Los ojos de Tonio rehuyeron deliberadamente la mirada de su hermano. Aquello era un tormento. Pero si no hablamos ahora, el dolor se hará más intenso.

– De niña -continuó Carlo-, cuando cantaba en la capilla, nos emocionaba hasta las lágrimas, ¿nunca te lo ha contado? Oh, qué ovaciones recibía. Los gondoleros la adoraban.

Despacio, Tonio volvió a fijar la vista en su hermano.

– Era una auténtica sirena -prosiguió Carlo-. ¿No te lo han dicho nunca?

– No -respondió Tonio, incómodo.
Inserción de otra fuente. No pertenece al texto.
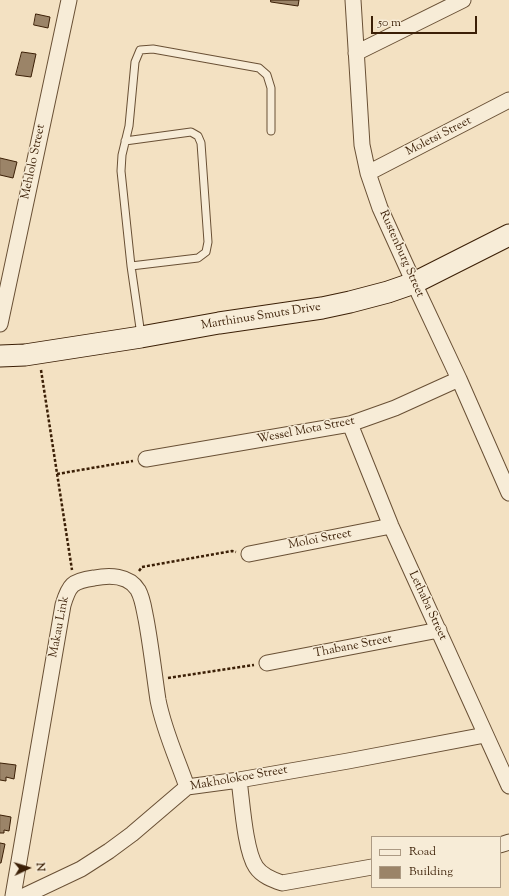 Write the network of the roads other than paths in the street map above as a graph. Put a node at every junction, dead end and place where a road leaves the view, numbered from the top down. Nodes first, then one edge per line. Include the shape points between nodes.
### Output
1 (69, 0) edge
2 (353, 0) edge
3 (463, 0) edge
4 (356, 53) junction
5 (509, 100) edge
6 (271, 131) dead end
7 (125, 141) junction
8 (368, 173) junction
9 (509, 236) edge
10 (131, 266) junction
11 (414, 283) junction
12 (0, 324) edge
13 (142, 337) junction
14 (0, 356) edge
15 (459, 379) junction
16 (350, 424) junction
17 (146, 459) road end
18 (509, 493) edge
19 (391, 526) junction
20 (248, 554) road end
21 (439, 630) junction
22 (267, 663) road end
23 (485, 735) junction
24 (238, 780) junction
25 (509, 786) edge
26 (187, 787) junction
27 (371, 867) edge
28 (13, 896) edge
29 (24, 896) edge

1 - 12 street, Mehlolo Street
2 - 4 street, Rustenburg Street
3 - 4 street
4 - 8 street, Rustenburg Street via 362,145
5 - 8 street, Moletsi Street
6 - 7 lane via 271,88 267,75 259,68 153,49 140,50 135,62 129,126
7 - 10 lane via 121,171
7 - 10 lane via 191,132 198,136 201,143 208,242 206,252 198,258
8 - 11 street, Rustenburg Street via 380,208
9 - 11 street, Marthinus Smuts Drive
10 - 13 lane
11 - 13 street, Marthinus Smuts Drive via 322,308
11 - 15 street, Rustenburg Street
13 - 14 street, Marthinus Smuts Drive via 38,353
15 - 16 street, Wessel Mota Street via 395,408
15 - 18 street, Rustenburg Street
16 - 17 street, Wessel Mota Street
16 - 19 street, Lethaba Street
19 - 20 street, Moloi Street
19 - 21 street, Lethaba Street
21 - 22 street, Thabane Street
21 - 23 street, Lethaba Street
23 - 24 street, Makholokoe Street
23 - 25 street, Lethaba Street
24 - 26 street, Makholokoe Street
24 - 27 street via 251,856 256,867 271,879 282,883
26 - 28 street, Makau Link via 167,736 158,701 143,604 138,590 124,578 94,578 74,583 67,591 63,605
26 - 29 street, Makholokoe Street via 109,851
Y sintió que su hermano observaba cómo se revolvía en la silla y de nuevo se apresuraba a desviar la mirada.

– Y lo hermosa que era, más hermosa incluso que ahora… -La voz de Carlo se había convertido en un susurro.

– Signore, ¡le agradecería que no hablara de ella en ese tono! -exclamó Tonio en un arrebato.

– ¿Por qué? ¿Qué ocurrirá si hablo así de ella? -La voz de Carlo no se había alterado.

Tonio lo miró. Su sonrisa estaba cambiando y se prolongaba a la vez que se hacía más fría. Pocas cosas podía haber en el mundo tan terribles como esa sonrisa en un rostro humano, pensaba Tonio.

Pero tras ella se escondían la desdicha, la agitación, la cólera, que encontraban su máxima elocuencia en el grito desgarrado tras las puertas cerradas. En realidad no había frialdad en esa sonrisa, sólo fragilidad y desesperación.

– ¡No fue mi voluntad! -exclamó Tonio de repente.

– Entonces cédemelo -replicó Carlo.

Así que de eso se trataba.

Había temido ese momento. Se hubiera puesto en pie para marcharse, pero la mano de su hermano había descendido sobre la suya y tuvo la sensación de estar clavado a la silla. Notó que empezaba a sudar bajo la ropa y de repente la habitación se volvió abismalmente fría. Miró las llamas de las velas, con la esperanza quizá de que le quemaran los ojos, consciente de que no podía hacer nada por evitar aquel instante.

– ¿Te apetece oír mi versión? -preguntó Carlo en un murmullo-. Los niños son curiosos. ¿No sientes esa curiosidad natural? -Su rostro se encendió de ira aunque mantuvo la sonrisa y la voz se le quebró en la última sílaba, casi atemorizado por su propio volumen.

– No es a mí a quien tiene que reclamar, signore. Sus quejas no me conciernen.

– Oh, hermanito, me asombras. Nunca te echas atrás, ¿verdad? Creo que tienes una voluntad de hierro, como nuestro padre, y la obstinada impaciencia de tu madre, pero ahora vas a escucharme.

– Se equivoca, signore. ¡No lo escucharé! Tiene que presentar sus quejas a quienes han sido nombrados nuestros tutores para que rijan nuestra propiedad y nuestras decisiones.

Sin poder contener una oleada de repulsión hacia su hermano, Tonio apartó su mano de la de Carlo.

Su rostro, sin embargo, lo hipnotizaba. Era el rostro de un hombre mucho más joven que su hermano y que rebosaba de impetuosidad y desdicha. Desafiaba a Tonio, imploraba a Tonio, y utilizando sus propias palabras, no había en él ni un atisbo de la férrea voluntad que había conocido en su padre.